• Requirement:
Among the records, which lines include "other"? List them.

• Records:
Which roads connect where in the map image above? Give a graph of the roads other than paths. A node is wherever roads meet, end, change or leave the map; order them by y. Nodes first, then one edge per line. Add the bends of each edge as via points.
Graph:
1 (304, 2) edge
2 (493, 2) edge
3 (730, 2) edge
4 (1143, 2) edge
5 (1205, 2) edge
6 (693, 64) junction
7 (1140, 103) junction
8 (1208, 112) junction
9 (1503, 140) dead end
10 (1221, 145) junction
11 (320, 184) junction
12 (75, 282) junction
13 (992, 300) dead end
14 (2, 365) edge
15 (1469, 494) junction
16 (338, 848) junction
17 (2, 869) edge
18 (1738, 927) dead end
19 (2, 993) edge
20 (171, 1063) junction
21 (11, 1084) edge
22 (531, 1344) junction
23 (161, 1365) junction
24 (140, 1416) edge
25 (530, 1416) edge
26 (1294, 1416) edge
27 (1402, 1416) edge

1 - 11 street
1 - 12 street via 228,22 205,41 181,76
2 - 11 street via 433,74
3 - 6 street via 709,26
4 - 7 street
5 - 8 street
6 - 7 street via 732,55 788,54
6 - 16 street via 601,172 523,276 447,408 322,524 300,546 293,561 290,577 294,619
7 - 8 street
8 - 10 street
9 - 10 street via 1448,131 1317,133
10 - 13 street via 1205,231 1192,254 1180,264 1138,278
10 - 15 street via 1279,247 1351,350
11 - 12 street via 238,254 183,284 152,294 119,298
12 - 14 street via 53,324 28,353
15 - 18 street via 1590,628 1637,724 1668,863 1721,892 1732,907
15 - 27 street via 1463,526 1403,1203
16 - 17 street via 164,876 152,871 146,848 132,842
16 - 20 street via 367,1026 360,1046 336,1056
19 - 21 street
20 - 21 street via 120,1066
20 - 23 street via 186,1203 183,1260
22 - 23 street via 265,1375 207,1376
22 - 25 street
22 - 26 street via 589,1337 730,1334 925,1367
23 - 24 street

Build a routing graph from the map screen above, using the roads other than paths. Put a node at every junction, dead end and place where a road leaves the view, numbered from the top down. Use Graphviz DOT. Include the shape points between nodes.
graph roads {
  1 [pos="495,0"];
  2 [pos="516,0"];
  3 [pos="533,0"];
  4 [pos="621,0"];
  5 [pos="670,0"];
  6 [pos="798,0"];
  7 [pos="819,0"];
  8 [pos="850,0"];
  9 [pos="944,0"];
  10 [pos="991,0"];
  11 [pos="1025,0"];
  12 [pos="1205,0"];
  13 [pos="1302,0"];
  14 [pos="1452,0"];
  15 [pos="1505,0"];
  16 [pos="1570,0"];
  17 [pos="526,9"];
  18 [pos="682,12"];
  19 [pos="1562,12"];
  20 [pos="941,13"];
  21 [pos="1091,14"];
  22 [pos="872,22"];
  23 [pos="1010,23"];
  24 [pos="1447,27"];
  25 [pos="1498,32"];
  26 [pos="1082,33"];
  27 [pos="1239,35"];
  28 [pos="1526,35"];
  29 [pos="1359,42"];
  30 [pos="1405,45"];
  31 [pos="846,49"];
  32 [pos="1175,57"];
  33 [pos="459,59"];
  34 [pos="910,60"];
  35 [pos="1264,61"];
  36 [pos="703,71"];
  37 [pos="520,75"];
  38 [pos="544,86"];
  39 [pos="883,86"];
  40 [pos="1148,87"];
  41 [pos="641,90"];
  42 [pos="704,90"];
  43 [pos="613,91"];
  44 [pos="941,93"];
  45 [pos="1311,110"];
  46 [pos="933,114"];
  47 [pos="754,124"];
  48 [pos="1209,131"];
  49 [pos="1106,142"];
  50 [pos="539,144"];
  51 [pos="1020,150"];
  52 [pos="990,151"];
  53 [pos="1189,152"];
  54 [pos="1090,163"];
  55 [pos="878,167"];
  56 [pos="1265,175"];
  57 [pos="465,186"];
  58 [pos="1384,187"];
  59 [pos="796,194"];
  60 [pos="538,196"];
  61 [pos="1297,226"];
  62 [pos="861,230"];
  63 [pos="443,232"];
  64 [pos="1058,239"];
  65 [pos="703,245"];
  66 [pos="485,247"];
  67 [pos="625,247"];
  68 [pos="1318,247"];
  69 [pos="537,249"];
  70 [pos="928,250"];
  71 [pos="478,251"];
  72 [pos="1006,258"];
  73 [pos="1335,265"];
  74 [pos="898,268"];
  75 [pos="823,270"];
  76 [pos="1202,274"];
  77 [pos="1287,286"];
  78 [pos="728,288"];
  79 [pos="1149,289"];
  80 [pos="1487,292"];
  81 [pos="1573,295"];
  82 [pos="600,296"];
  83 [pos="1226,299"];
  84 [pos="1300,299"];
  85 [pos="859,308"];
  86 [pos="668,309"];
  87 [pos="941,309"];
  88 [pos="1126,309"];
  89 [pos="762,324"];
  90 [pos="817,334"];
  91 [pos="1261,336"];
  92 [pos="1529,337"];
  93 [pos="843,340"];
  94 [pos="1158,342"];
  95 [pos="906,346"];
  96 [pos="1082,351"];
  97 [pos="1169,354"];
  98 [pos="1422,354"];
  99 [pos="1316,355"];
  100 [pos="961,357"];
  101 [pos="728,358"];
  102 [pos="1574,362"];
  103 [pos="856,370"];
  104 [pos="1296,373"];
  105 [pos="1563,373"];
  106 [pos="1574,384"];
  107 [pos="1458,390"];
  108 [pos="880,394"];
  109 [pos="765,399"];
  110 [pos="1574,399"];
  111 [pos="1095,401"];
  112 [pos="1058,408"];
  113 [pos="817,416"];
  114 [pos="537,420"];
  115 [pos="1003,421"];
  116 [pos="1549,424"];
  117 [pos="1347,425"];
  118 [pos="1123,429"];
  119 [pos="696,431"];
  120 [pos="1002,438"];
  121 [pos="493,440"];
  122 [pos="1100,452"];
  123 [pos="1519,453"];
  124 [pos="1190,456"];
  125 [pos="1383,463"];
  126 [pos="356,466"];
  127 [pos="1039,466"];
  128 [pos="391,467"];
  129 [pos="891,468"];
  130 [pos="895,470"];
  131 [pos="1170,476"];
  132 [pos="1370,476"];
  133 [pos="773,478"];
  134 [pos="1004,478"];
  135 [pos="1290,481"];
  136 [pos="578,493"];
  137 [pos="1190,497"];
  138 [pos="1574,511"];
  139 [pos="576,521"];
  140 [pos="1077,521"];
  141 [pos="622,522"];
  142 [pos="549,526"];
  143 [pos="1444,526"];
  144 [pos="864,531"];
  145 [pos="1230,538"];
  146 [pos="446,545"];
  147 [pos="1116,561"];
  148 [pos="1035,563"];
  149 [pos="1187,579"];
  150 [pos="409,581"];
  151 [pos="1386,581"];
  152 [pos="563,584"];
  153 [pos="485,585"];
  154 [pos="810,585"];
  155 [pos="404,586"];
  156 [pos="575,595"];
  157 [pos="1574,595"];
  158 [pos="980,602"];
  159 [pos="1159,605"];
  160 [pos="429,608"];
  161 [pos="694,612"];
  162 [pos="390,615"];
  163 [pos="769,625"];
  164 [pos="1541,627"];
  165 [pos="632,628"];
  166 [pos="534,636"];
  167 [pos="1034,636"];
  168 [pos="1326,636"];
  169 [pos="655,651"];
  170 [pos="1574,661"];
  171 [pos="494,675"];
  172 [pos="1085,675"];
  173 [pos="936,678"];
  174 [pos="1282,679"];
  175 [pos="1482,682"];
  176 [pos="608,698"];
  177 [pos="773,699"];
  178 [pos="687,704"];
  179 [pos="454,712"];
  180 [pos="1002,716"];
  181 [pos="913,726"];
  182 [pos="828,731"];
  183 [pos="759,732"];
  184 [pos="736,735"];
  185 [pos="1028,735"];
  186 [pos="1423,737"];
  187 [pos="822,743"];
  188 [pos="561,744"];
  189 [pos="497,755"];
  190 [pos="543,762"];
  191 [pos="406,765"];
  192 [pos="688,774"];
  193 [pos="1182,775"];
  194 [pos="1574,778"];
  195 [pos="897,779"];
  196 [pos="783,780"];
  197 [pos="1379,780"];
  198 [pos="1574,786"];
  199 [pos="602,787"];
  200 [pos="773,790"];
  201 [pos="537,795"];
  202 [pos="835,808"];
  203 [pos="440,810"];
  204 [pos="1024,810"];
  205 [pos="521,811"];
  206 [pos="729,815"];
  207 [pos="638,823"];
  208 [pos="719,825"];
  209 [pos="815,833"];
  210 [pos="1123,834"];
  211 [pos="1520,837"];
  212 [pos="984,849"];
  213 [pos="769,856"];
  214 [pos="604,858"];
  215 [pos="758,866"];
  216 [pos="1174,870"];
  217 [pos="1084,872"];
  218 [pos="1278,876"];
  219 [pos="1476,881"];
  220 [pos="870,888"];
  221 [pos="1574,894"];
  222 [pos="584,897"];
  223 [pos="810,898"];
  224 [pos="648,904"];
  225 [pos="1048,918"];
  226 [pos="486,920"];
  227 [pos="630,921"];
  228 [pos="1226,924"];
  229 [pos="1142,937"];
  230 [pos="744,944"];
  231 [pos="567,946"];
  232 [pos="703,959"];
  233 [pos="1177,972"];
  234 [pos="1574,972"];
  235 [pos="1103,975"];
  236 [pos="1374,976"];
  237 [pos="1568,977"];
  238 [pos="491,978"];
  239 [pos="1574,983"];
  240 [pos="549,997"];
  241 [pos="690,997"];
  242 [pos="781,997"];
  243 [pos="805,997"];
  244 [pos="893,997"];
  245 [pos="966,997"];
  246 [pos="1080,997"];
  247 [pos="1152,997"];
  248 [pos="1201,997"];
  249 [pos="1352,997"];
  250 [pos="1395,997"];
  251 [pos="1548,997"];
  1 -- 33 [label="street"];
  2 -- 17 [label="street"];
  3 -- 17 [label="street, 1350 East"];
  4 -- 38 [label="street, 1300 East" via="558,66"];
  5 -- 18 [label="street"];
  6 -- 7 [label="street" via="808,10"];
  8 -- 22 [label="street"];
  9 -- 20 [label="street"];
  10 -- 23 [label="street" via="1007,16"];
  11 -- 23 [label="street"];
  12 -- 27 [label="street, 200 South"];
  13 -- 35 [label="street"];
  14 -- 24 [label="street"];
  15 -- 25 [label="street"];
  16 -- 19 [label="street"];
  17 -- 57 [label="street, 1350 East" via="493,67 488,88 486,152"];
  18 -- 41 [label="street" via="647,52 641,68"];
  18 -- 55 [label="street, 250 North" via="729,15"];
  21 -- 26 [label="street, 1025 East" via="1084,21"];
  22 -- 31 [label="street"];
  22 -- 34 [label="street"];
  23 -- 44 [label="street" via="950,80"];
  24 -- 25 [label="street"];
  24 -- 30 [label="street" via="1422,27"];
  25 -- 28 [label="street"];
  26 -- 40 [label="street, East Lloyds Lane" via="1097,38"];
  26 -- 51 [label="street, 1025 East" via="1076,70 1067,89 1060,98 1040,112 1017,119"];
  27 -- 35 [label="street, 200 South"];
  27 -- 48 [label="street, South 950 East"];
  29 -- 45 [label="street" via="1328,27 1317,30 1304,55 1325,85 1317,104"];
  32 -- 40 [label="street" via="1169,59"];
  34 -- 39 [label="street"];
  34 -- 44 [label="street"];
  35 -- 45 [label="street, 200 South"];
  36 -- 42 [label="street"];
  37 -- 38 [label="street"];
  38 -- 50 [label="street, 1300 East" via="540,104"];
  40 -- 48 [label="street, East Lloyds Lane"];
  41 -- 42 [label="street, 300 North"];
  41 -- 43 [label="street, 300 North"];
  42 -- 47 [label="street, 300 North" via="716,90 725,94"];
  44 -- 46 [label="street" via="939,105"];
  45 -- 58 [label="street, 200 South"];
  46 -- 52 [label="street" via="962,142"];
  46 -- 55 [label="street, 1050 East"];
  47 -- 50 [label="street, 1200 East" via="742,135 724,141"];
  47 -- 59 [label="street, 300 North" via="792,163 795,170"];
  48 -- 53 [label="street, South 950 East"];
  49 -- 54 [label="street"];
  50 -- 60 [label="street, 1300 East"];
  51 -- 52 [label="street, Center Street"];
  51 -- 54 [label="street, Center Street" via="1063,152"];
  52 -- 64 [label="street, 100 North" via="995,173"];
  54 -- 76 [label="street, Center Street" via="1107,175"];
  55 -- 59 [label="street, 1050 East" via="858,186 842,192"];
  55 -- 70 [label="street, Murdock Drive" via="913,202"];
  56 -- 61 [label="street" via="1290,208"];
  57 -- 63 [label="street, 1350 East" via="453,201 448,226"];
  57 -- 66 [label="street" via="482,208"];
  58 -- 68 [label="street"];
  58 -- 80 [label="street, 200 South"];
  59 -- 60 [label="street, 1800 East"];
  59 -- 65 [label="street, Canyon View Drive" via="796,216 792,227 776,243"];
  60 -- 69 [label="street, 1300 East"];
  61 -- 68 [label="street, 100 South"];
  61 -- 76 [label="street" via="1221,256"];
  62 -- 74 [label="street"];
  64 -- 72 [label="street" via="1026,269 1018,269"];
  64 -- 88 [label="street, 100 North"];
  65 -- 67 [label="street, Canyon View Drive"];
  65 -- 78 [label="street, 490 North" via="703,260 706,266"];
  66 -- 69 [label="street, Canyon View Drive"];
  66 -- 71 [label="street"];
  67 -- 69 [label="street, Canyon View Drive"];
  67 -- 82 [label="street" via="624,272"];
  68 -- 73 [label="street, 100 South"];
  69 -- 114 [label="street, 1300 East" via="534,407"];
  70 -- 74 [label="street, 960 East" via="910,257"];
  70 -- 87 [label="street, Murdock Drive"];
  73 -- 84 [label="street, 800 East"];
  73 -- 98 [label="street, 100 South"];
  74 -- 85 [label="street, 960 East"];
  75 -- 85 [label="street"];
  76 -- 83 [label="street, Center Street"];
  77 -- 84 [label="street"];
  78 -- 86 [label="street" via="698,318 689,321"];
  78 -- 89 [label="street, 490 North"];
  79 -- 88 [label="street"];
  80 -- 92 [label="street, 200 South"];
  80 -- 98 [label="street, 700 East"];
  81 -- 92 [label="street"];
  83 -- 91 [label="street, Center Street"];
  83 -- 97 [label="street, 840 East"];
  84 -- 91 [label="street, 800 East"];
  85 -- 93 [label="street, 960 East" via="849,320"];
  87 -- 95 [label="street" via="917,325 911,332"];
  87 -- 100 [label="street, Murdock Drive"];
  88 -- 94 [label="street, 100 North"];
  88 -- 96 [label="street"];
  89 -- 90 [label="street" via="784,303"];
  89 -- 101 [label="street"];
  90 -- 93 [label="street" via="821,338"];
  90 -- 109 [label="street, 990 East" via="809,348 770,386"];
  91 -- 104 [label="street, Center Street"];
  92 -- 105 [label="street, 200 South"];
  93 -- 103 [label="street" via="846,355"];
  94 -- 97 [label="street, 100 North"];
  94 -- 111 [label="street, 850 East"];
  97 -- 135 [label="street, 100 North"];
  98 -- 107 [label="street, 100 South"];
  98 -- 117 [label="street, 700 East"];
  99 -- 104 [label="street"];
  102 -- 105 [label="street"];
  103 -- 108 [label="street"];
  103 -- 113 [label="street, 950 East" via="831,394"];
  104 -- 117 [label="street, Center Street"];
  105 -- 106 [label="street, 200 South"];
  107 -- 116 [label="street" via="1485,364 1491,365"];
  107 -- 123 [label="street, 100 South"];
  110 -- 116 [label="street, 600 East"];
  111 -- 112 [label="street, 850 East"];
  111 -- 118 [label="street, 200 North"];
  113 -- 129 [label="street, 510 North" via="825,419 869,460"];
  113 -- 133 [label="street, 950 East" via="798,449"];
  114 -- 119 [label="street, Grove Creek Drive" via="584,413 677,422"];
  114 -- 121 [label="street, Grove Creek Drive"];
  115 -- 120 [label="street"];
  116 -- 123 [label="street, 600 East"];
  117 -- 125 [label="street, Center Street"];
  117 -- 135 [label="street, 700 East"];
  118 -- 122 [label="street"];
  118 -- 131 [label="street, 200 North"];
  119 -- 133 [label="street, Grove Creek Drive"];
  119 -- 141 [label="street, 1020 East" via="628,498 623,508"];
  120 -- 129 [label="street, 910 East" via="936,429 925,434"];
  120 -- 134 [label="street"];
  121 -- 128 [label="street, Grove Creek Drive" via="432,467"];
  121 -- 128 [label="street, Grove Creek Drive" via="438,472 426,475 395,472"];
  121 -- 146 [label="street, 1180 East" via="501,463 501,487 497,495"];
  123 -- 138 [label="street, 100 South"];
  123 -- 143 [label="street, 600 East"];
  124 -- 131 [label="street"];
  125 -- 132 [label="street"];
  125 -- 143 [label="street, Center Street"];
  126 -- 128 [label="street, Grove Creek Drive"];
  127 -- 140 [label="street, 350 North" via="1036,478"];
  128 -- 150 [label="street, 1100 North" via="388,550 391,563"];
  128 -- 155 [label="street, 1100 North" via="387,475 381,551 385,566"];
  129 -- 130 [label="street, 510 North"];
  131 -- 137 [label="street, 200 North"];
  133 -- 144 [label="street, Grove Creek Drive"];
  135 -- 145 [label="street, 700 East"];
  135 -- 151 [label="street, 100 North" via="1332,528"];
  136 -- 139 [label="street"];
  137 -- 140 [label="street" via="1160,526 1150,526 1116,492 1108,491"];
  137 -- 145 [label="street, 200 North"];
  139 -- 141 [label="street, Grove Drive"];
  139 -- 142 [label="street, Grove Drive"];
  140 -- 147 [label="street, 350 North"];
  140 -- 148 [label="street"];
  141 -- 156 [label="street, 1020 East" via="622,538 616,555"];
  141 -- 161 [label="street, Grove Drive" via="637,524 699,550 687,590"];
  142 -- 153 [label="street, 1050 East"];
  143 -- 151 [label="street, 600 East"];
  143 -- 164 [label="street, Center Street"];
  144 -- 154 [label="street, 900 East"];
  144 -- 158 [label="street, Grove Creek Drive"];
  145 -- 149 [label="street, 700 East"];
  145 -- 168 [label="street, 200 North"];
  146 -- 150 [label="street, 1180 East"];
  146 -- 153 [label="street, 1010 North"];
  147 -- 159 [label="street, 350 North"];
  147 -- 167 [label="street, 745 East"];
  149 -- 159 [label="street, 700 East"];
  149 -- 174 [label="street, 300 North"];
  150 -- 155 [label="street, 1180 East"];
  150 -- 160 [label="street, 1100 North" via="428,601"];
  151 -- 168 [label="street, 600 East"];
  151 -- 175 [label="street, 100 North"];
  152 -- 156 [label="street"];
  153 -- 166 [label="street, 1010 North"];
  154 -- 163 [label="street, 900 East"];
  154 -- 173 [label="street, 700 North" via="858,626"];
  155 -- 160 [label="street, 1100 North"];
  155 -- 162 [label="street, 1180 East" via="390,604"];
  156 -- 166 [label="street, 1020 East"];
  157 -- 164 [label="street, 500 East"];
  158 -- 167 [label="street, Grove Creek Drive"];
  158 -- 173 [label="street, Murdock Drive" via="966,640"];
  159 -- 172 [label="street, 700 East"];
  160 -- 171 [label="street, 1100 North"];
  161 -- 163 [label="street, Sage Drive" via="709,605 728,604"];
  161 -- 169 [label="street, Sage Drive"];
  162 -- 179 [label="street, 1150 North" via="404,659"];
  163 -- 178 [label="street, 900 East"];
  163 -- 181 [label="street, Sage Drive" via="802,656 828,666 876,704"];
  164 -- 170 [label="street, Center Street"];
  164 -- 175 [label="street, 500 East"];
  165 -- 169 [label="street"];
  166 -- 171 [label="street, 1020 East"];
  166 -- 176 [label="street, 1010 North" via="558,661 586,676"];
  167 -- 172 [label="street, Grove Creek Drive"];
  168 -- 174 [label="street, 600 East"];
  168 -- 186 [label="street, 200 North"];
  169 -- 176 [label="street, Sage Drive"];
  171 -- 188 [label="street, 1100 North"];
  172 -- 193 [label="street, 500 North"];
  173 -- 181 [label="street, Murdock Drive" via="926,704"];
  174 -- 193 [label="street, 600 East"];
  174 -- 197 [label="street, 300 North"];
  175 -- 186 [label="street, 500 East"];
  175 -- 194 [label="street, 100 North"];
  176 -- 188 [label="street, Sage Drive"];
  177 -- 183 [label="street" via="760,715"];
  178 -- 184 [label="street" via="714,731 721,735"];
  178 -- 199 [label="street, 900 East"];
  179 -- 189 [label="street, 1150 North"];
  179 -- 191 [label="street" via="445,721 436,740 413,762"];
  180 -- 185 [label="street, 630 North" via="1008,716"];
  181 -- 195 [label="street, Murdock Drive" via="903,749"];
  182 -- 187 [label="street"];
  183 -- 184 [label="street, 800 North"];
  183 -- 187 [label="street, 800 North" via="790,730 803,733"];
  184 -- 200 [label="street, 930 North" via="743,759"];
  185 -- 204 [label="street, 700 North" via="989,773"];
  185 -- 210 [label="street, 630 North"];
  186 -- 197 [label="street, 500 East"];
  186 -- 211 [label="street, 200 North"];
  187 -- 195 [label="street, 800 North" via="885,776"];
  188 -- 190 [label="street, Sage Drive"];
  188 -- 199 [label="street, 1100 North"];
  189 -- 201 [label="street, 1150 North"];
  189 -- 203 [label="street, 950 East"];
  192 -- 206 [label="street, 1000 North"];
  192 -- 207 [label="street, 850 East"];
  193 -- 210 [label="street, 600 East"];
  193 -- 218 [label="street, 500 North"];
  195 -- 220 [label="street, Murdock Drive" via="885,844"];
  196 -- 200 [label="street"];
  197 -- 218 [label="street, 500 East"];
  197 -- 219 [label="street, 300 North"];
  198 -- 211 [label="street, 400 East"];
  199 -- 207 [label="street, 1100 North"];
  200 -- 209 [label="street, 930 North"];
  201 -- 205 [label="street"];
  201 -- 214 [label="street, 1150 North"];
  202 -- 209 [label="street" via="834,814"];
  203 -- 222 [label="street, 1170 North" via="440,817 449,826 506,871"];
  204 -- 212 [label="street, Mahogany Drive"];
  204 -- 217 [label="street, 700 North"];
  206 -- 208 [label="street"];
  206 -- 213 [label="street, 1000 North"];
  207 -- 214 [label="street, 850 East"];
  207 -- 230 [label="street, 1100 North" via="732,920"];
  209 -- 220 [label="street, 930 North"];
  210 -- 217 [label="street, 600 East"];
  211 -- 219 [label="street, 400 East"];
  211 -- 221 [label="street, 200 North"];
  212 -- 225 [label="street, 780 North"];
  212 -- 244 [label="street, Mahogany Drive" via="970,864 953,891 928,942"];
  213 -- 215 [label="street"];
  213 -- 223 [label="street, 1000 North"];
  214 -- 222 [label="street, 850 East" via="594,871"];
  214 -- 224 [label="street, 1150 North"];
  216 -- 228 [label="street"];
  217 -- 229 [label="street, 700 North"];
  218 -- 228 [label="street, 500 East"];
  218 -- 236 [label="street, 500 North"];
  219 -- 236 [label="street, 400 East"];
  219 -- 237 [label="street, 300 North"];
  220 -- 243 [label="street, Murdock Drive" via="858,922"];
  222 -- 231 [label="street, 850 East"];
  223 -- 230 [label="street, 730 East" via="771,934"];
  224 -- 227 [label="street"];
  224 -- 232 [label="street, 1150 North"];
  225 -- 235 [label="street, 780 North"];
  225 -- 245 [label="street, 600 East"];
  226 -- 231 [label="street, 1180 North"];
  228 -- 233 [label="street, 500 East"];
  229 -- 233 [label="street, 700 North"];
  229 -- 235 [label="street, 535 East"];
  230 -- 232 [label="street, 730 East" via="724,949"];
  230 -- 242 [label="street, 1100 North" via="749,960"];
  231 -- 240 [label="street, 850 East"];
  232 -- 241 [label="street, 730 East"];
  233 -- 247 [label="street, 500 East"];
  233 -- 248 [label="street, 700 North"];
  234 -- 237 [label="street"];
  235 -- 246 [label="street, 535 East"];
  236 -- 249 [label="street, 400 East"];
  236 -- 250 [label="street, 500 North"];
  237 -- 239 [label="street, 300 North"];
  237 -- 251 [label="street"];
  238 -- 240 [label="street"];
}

• Completed task:
Which roads connect where in the map image above? Give a graph of the roads other than paths. A node is wherever roads meet, end, change or leave the map; order them by y. Nodes first, then one edge per line. Add the bends of each edge as via points.
Build a routing graph from the map screen above, using the roads other than paths. Put a node at every junction, dead end and place where a road leaves the view, numbered from the top down. Use Graphviz DOT. Include the shape points between nodes.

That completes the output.